I hope you will join me on this journey of reading and discussion that is intended to lead to peace-filled action in the world. My hope is that by the end of it we, ourselves, will be further along the way toward the peace we say we want more than anything else in the world, for the world, and which I believe we do want. Our goal in doing this will be a good one: to align our words with our actions, our hopes with our hearts, and to be the peace the world needs so desperately now.
Coming Monday: the first of our Steps Toward Peace.
(Reprinted, with permission, from the pamphlet)
Peace Pilgrim 1908-1981
On her pilgrimage from 1953 to 1981:
A pilgrimage is a gentle journey of prayer and example. My walking is first of all a prayer for peace. If you give your life as a prayer you intensify the prayer beyond all measure.

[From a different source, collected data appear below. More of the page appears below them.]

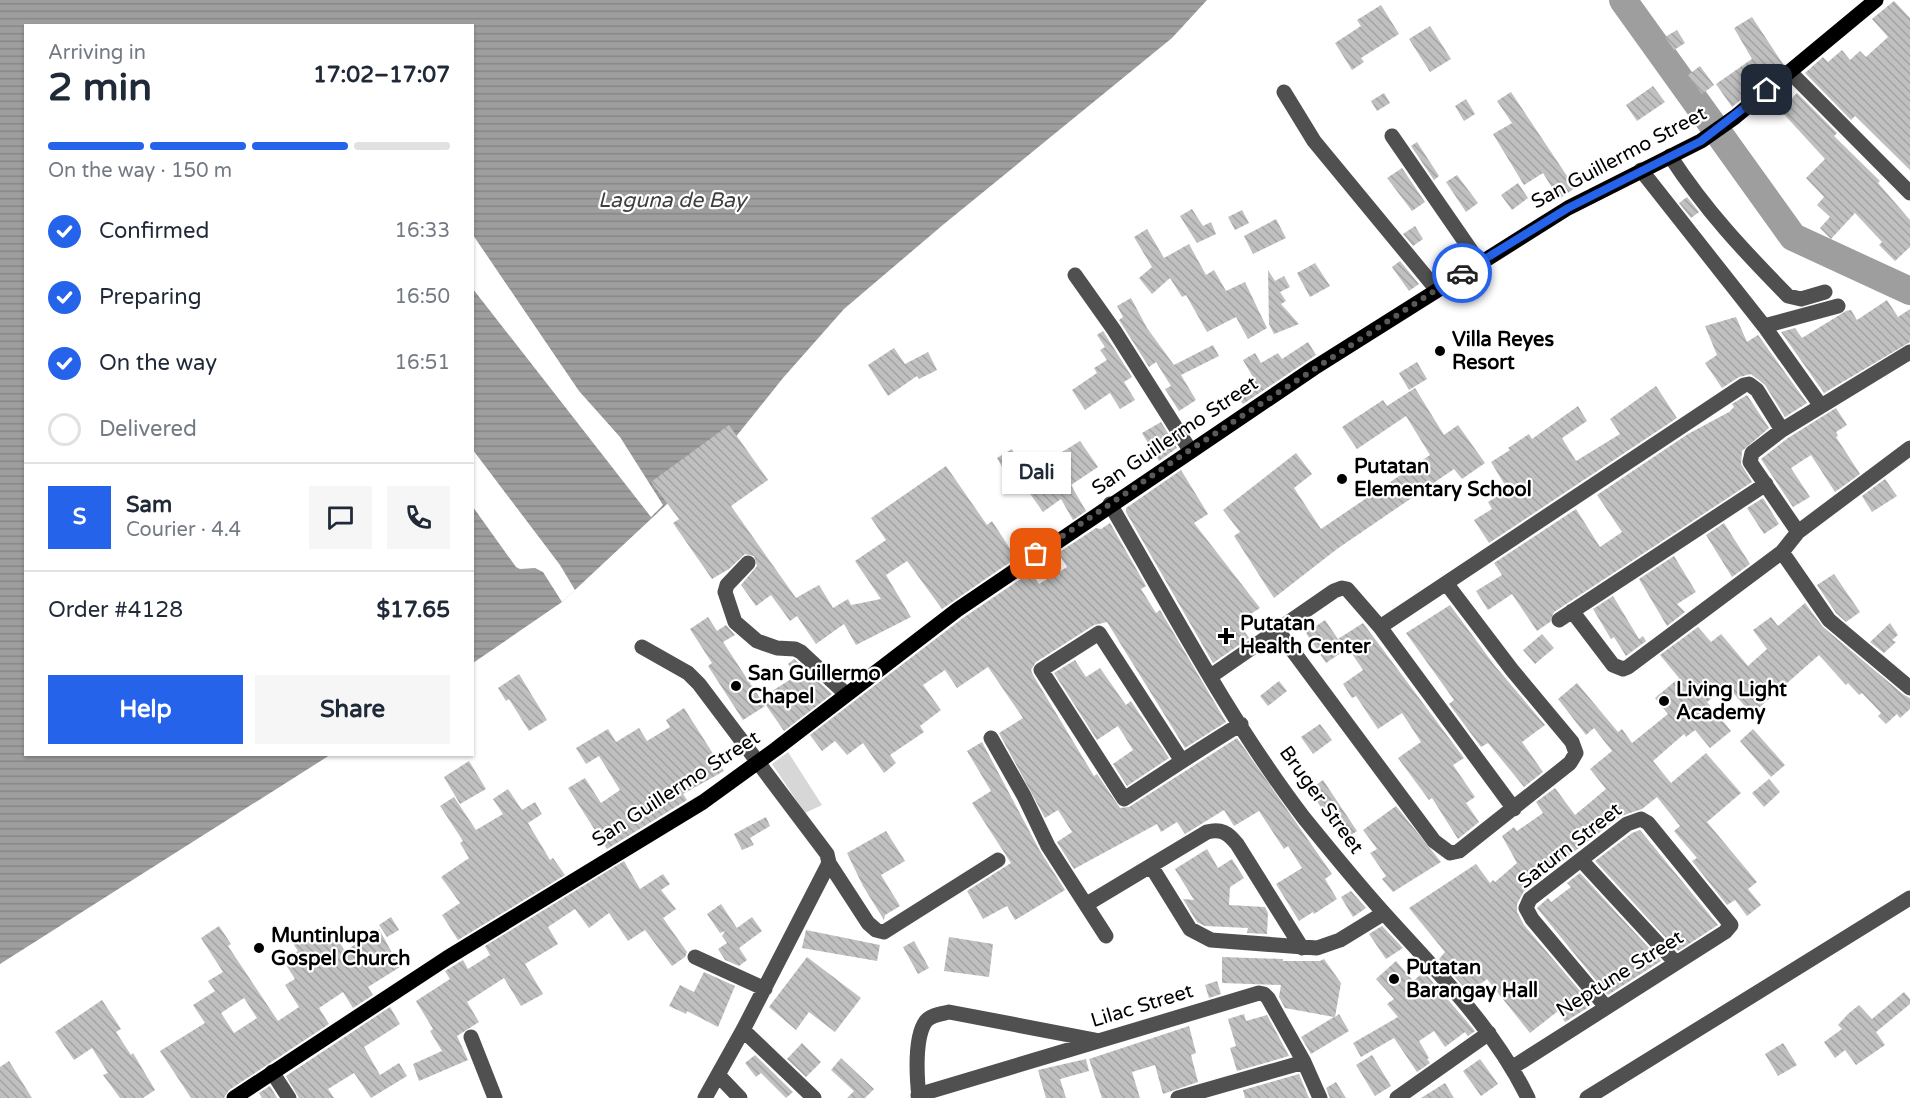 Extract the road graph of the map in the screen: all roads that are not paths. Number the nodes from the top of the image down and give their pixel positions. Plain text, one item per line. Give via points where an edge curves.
1 (1876, 0) edge
2 (1790, 72) junction
3 (1284, 92) dead end
4 (1392, 136) dead end
5 (1670, 156) junction
6 (1641, 170) junction
7 (1910, 193) edge
8 (1479, 262) junction
9 (1075, 274) dead end
10 (1437, 290) junction
11 (1825, 292) dead end
12 (1838, 306) dead end
13 (1764, 326) junction
14 (1910, 352) edge
15 (1821, 406) junction
16 (1782, 430) junction
17 (1910, 448) edge
18 (1190, 450) junction
19 (1766, 484) junction
20 (1110, 504) junction
21 (1798, 532) junction
22 (1782, 552) junction
23 (748, 563) dead end
24 (1446, 583) junction
25 (1572, 611) junction
26 (1558, 620) dead end
27 (1380, 627) junction
28 (1278, 631) junction
29 (642, 647) dead end
30 (1211, 676) junction
31 (1910, 688) edge
32 (846, 694) junction
33 (1240, 724) junction
34 (991, 738) dead end
35 (1182, 761) junction
36 (758, 762) junction
37 (1514, 809) junction
38 (998, 860) dead end
39 (1581, 860) junction
40 (829, 863) junction
41 (1151, 866) junction
42 (1910, 898) edge
43 (1087, 904) junction
44 (1384, 913) junction
45 (1731, 926) joint
46 (1106, 936) dead end
47 (1302, 948) junction
48 (695, 957) dead end
49 (1676, 963) junction
50 (765, 989) junction
51 (1606, 1007) junction
52 (743, 1030) junction
53 (1489, 1033) junction
54 (471, 1037) dead end
55 (1098, 1040) junction
56 (1304, 1062) junction
57 (1513, 1067) junction
58 (272, 1072) junction
59 (725, 1087) edge
60 (918, 1097) edge
61 (234, 1098) edge
62 (289, 1098) edge
63 (495, 1098) edge
64 (705, 1098) edge
65 (740, 1098) edge
66 (814, 1098) edge
67 (1178, 1098) edge
68 (1320, 1098) edge
69 (1396, 1098) edge
70 (1528, 1098) edge
71 (1587, 1098) edge

1 - 2 main road, San Guillermo Street
2 - 5 main road, San Guillermo Street via 1701,141
2 - 7 street
3 - 10 street via 1314,141
4 - 8 street
5 - 6 main road, San Guillermo Street
5 - 11 street via 1727,234 1788,296 1801,299
6 - 8 main road, San Guillermo Street via 1568,208
6 - 13 street
8 - 10 main road, San Guillermo Street
9 - 18 street
10 - 18 main road, San Guillermo Street
12 - 13 street
13 - 15 street
14 - 15 street
15 - 16 street
16 - 19 street via 1749,457
16 - 24 street via 1757,390 1749,384 1744,386
17 - 21 street
18 - 20 main road, San Guillermo Street
19 - 21 street
19 - 25 street
20 - 30 street, Bruger Street
20 - 32 main road, San Guillermo Street
21 - 22 street
22 - 25 street via 1623,669 1613,665
22 - 31 street via 1829,620
23 - 32 street via 725,592 735,622 757,642 801,652
24 - 27 street
24 - 37 street via 1575,748 1570,763
25 - 26 street
27 - 28 street via 1352,593 1342,588
27 - 37 street
28 - 30 street
28 - 37 street via 1441,848 1450,853 1458,851
29 - 36 street via 688,673
30 - 33 street, Bruger Street
32 - 36 main road, San Guillermo Street
33 - 35 street
33 - 44 street, Bruger Street via 1302,815
34 - 43 street via 1048,846
35 - 35 street via 1100,633 1041,670 1124,799
36 - 40 street via 822,844
36 - 58 main road, San Guillermo Street via 703,801 447,958
38 - 40 street via 884,932 868,923
39 - 45 street, Saturn Street via 1627,824 1641,819
39 - 49 street
39 - 51 street, Saturn Street via 1530,899 1526,908
40 - 50 street
41 - 43 street
41 - 47 street via 1190,929 1204,938
41 - 47 street via 1207,832 1229,835
42 - 71 street
43 - 46 street
44 - 47 street via 1340,940 1317,948
44 - 53 street, Bruger Street via 1439,971
45 - 49 street, Neptune Street
48 - 50 street
49 - 51 street, Neptune Street
50 - 52 street
51 - 57 street, Neptune Street
52 - 59 street
52 - 66 street
53 - 57 street, Bruger Street
53 - 69 street
54 - 63 street
55 - 56 street, Lilac Street via 1259,993 1268,999
55 - 60 street, Lilac Street
55 - 60 street via 949,1012 937,1015 927,1021 921,1033
56 - 67 street
56 - 68 street, Lilac Street
57 - 70 street, Bruger Street
58 - 61 main road, San Guillermo Street
58 - 62 street
59 - 64 street
59 - 65 street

Peace Pilgrim walked more than 25,000 miles across this country spreading her message- “This is the way of peace: Overcome evil with good, falsehood with truth, and hatred with love.” Carrying in her tunic pockets her only possessions, she vowed, “I shall remain a wanderer until mankind has learned the way of peace, walking until given shelter and fasting until given food.” She talked with people on dusty roads and city streets, to church, college, civic groups, on TV and radio, discussing peace within and without.
Her pilgrimage covered the entire peace picture: peace among nations, groups, individuals, and the very important inner peace-because that is where peace begins.
She believed that world peace would come when enough people attain inner peace. Her life and work showed that one person with inner peace can make a significant contribution to world peace.